Société

à Sanaa, des livres contre la guerre au Yémen

« C’est comme allumer une bougie dans le noir », résume un habitant de Sanaa pour décrire l’initiative de son association proposant aux habitants de la capitale du Yémen de lire gratuitement des livres pour chasser la grisaille de la guerre et des pénuries.

L’idée est toute simple et l’initiative confidentielle mais elle a le mérite d’exister, explique Fawzi al-Ghoudi, 30 ans et l’un des créateurs de la campagne « le Yémen lit », organisée par l’association du même nom.

« En implantant des petites bibliothèques, on incite les gens à penser que la vie continue malgré tout », dit M. Ghoudi, soulignant que les habitants de Sanaa en ont assez des bruits de bottes, des tueries et des privations.

La guerre au Yémen dure depuis près de six ans et oppose les rebelles Houthis soutenu par l’Iran au gouvernement appuyé depuis 2015 par une coalition militaire menée par l’Arabie saoudite. Elle a fait des centaines de milliers morts, des civils pour la plupart, et entraîné la pire crise humanitaire au monde, selon les Nations unies.

Selon M. Ghoudi, l’idée du « Yémen lit » remonte à 2013, un an avant que les rebelles Houthis ne prennent le contrôle de la capitale. Elle a ensuite été abandonnée, ses promoteurs ayant fui Sanaa.

– Éviter les controverses –

Mais avec quatre autres camarades, ne comptant que sur eux mêmes et sur de rares donations, ils remettent l’idée sur la table en 2019.

Une fois leur association autorisée par les Houthis, les cinq jeunes installent dans la ville de petits placards aux étagères garnies de livres à emprunter gratuitement et à rendre une fois lus.

Cinq minuscules bibliothèques ont ainsi vu le jour dans des lieux publics à Sanaa, dont une dans un centre commercial.

Historiquement, Sanaa était, grâce à ses écoles et ses érudits, le centre culturel par excellence du Yémen. Mais les temps ont bien changé.

« Le pays sent la poudre et nos petites bibliothèques viennent rappeler que la lecture est importante, même si elle n’est plus une priorité pour les gens », fait remarquer Mohammed Mahdi, 32 ans et lecteur assidu.
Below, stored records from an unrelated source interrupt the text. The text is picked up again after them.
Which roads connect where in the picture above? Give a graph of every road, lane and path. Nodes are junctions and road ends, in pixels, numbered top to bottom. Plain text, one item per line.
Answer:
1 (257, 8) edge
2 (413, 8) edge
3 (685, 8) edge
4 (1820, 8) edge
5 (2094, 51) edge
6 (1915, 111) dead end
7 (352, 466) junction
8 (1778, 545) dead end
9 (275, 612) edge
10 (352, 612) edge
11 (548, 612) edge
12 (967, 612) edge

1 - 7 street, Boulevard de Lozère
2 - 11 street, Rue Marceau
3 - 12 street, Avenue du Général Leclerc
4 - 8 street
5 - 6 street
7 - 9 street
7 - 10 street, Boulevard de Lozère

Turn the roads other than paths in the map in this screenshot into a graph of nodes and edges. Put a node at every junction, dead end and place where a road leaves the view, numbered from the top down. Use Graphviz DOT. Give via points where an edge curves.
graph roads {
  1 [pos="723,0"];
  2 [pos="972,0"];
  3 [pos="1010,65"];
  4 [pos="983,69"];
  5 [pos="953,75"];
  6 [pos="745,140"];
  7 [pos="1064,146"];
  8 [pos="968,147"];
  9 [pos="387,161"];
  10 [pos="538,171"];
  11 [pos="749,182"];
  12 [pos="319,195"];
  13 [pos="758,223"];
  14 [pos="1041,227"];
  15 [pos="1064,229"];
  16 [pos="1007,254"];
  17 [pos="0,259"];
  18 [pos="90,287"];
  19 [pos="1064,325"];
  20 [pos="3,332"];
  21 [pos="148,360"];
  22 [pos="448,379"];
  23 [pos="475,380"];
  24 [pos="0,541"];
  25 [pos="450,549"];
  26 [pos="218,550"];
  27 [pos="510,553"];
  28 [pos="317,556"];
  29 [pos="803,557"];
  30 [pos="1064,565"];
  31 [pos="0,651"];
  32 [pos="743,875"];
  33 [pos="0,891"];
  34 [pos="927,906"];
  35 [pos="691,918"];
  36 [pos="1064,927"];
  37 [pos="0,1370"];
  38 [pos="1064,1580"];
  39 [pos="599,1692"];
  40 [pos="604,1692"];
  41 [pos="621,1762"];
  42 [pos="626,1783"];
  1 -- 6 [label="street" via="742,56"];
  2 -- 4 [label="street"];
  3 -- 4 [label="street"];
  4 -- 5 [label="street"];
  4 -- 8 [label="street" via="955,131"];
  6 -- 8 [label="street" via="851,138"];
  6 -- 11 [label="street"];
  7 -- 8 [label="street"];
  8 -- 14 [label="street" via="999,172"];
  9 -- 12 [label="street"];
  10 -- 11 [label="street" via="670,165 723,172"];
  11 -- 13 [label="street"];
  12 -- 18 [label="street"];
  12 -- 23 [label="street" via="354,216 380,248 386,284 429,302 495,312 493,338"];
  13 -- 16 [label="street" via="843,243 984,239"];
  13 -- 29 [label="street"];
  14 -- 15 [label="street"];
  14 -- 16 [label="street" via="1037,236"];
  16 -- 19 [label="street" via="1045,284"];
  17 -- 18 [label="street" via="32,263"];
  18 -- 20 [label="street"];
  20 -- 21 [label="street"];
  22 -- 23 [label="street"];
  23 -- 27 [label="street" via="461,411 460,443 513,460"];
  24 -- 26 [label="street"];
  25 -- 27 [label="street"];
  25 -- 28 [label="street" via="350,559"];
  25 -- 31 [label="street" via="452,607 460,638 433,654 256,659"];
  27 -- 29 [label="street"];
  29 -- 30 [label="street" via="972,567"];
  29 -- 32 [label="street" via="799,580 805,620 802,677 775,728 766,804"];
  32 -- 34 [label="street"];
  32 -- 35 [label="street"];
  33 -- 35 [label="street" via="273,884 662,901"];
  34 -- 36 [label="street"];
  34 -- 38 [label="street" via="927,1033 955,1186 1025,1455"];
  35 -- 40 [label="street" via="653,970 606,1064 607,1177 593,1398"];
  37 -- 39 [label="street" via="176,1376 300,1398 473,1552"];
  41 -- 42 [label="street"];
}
Il dit être tombé « par hasard » sur l’une des bibliothèques de l’association et n’a pas cessé depuis d’y emprunter des livres.

Environ cinq mille titres sont disponibles et l’association espère en réunir plus pour ouvrir dix nouvelles bibliothèques, selon M. Ghoudi.

La tâche n’est pas simple, avoue-t-il, tant il est difficile de solliciter des dons.

« Les gens disent préférer faire des dons pour apporter une assistance matérielle à ceux affectés par la guerre et la famine qui menace », explique le responsable associatif.

Environ 24 millions de Yéménites -plus de 80% de la population- sont au bord de la famine, selon les Nations unies.

– « introuvables ailleurs » –

Dans le choix des livres proposés à l’emprunt, l’association évite les ouvrages parlant de politique et de religion, sujets de controverse, selon M. Ghoudi.

« Le Yémen lit » démontre que certaines initiatives restent possibles, et ce même quand les autorités ont tendance à contrôler tous les aspects de la vie des populations sous leur contrôle.

Par le passé, les Houthis n’ont par exemple pas hésité à fermer des cafés que fréquentaient hommes et femmes, considérant inacceptable ce genre de mixité.

Étudiante en information à l’université de Sanaa, Fatima al-Kathiri, 24 ans, ne tarit pas d’éloges sur « le Yémen lit », qu’elle considère comme l’une de ses « meilleures expériences ».

« Cela permet de proposer des livres qui sont introuvables ailleurs ou à des prix inaccessibles », se réjouit la jeune femme qui utilise les ouvrages pour ses études.

« La lecture en général permet de clarifier les idées et de mieux réfléchir », résume-t-elle.